36話
「『北部辺境伯からの急使が来た』だと?」
宰相は北部辺境伯が王宮へ向けて「第一報として出した使者が訪れた」という報告を受ける。
彼の執務中には緊急性の低い案件は上級文官が情報を止めてしまうため、使者の訪れをこの段階で告げられた時点で緊急案件の可能性があった。
そうして、宰相は使者からの情報でティアン領が滅んだことを知ったのだった。
「陛下。最北東の最前線であったティアン領が滅んだそうです。詳細情報はまだなく、第一報の段階ですが」
「ほう? ルバラ湖近辺は水の事情が良いこともあって安定していたと記憶しておったが。魔獣の領域と接しておれば、そのようなことも『時には起こる』ということだな」
「はい。隣接しているガンダ領やゴーズ領にも被害が出る可能性もあります。シス家の次期当主が現地確認へと出ているそうですので、続報待ちですな」
報告をしている宰相としては、安定して領地経営ができていた騎士爵領の一つが滅んだのは痛い。

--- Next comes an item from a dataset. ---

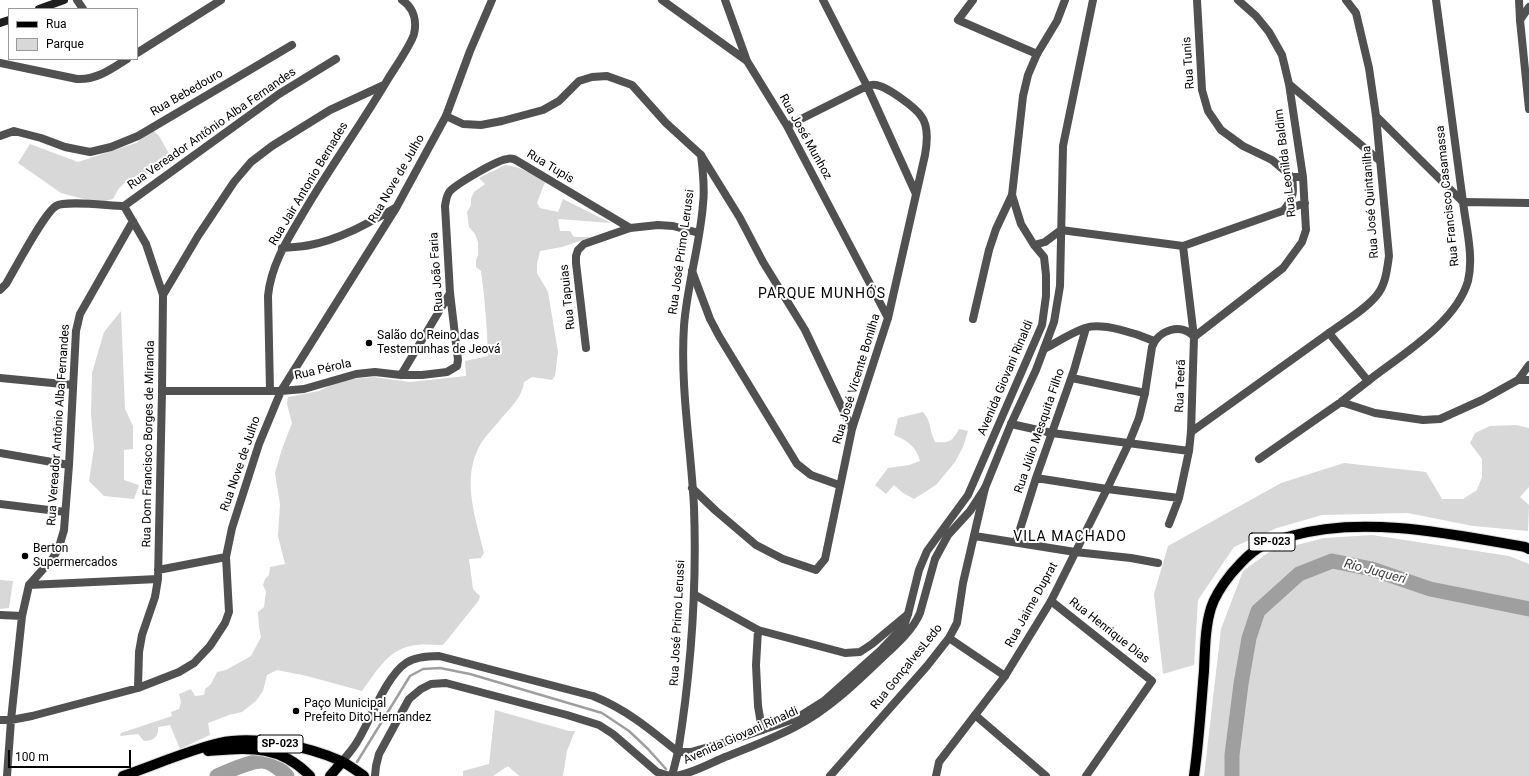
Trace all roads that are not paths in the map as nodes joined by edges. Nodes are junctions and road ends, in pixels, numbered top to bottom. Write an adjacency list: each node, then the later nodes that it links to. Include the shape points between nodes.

新規開拓が安定する前にとん挫する例は多くとも、一定の水準を超えれば上の爵位が見えて来る。
そういった「希望がある」というか、「夢が見られる状況」でなければ後に続く者が出なくなるからだ。
夢敗れる者が多く発生してしまっても、極一部の成功者が男爵以上へと駆け上がって行く。

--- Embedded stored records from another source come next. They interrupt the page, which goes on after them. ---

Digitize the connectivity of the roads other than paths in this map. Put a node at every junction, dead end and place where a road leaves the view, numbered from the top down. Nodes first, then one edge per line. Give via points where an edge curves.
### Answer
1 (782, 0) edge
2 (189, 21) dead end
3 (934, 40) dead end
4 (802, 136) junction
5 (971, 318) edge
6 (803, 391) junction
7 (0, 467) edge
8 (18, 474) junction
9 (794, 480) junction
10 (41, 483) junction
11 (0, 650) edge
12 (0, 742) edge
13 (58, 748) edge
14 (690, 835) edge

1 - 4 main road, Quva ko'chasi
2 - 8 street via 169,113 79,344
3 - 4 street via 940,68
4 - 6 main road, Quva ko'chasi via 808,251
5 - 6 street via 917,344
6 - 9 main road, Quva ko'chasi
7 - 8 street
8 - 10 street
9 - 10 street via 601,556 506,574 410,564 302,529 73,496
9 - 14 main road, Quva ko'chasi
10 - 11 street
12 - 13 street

そのようなサクセスストーリーがなければ、北部の魔獣の領域を抑え込むことは難しい。
国の制度的にも、それが前提となる貴族制度となっている。
よって、言葉は悪いが、騎士爵や準男爵は夢にチャレンジして淘汰されてくれなくては困るのである。
宰相の観点から行くと、ゴーズ家のラックは騎士爵から男爵に駆け上がっている存在であるのだが、彼の場合はスタートが特殊過ぎるのと“特例”の爵位であって本人の魔力0なのがまずい。

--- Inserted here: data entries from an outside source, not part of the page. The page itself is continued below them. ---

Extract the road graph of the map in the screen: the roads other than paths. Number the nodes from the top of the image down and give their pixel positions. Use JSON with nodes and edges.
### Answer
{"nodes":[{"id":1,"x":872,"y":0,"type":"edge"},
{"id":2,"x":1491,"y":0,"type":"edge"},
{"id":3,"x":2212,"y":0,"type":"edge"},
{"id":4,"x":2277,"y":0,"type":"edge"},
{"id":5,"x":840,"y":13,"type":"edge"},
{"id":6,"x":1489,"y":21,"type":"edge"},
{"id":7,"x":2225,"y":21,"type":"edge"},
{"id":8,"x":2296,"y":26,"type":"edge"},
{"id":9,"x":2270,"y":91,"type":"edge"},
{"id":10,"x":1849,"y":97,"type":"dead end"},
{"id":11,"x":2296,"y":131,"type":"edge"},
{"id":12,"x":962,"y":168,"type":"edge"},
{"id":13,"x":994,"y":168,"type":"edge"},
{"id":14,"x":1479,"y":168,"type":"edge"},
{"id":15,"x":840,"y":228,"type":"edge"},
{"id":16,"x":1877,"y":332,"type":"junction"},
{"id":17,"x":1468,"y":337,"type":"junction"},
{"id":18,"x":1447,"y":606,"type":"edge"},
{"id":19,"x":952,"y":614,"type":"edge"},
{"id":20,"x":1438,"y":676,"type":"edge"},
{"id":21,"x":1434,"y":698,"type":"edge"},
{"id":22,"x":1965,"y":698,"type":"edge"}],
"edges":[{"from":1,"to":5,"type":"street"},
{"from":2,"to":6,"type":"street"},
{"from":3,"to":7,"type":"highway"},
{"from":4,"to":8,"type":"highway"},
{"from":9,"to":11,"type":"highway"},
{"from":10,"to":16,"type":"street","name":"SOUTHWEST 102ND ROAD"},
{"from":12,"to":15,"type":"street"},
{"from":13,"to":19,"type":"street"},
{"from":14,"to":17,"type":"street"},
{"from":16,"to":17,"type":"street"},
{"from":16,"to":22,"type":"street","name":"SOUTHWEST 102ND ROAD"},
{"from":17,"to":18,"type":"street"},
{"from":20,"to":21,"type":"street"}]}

これを「夢が実現した実例だ」と示すには、問題があり過ぎるのであった。
「その場所にあるのであれば、跡地はガンダ領かゴーズ領になるのではないか? 両家とも今は男爵だが、将来魔力量の問題で、上の爵位へ陞爵できなくなる事態がありえるのではないか?」
国王は珍しく、将来起こり得る話を正確に予測して宰相に話を振ってきた。
「陛下。それはその通りなのですが、ゴーズ家に『子爵相当以上の魔力量を持つ娘を嫁に出すことができる家があるのか?』の問題があります。そして、彼の家がガンダ家を庇護下に置いている以上、ゴーズ男爵の正妻の実家である、カストル公爵家の面子を潰すような娘をガンダ家には出せないのです」
ゴーズ家とガンダ家。
二つの家が子爵になるには“特例”の制度を使う以外に道はない。
ラックの魔力量は0であるし、ガンダ家の当主のカールも魔力量は全く足りていない。
但し、カールの場合は現在の後見人の魔力量が足りていれば良いので、本来は妻を娶る件に関しては時間の余裕はある。
つまり、ゴーズ家に子爵級の魔力量の娘を嫁がせ、その者をカールの後見人とすれば時間が稼げるのだ。
だがしかし。
その方法には「ミシュラの実家がカストル公爵家である」という一点が、最大の問題として立ち塞がるのである。
仮に、カストル公の家の面子の問題が無視できたとしても、まだ別の問題もある。
適当な年頃の娘が(娘と言って良い年齢の女性であるかは疑問だが)そもそも存在するのか?
若い娘は嫁ぐ相手が既に決まっているであろうし、ラックの年齢に近いそれなりの年齢の“魔力持ちのワケアリ女性”は、都合よく存在してくれてなどいない。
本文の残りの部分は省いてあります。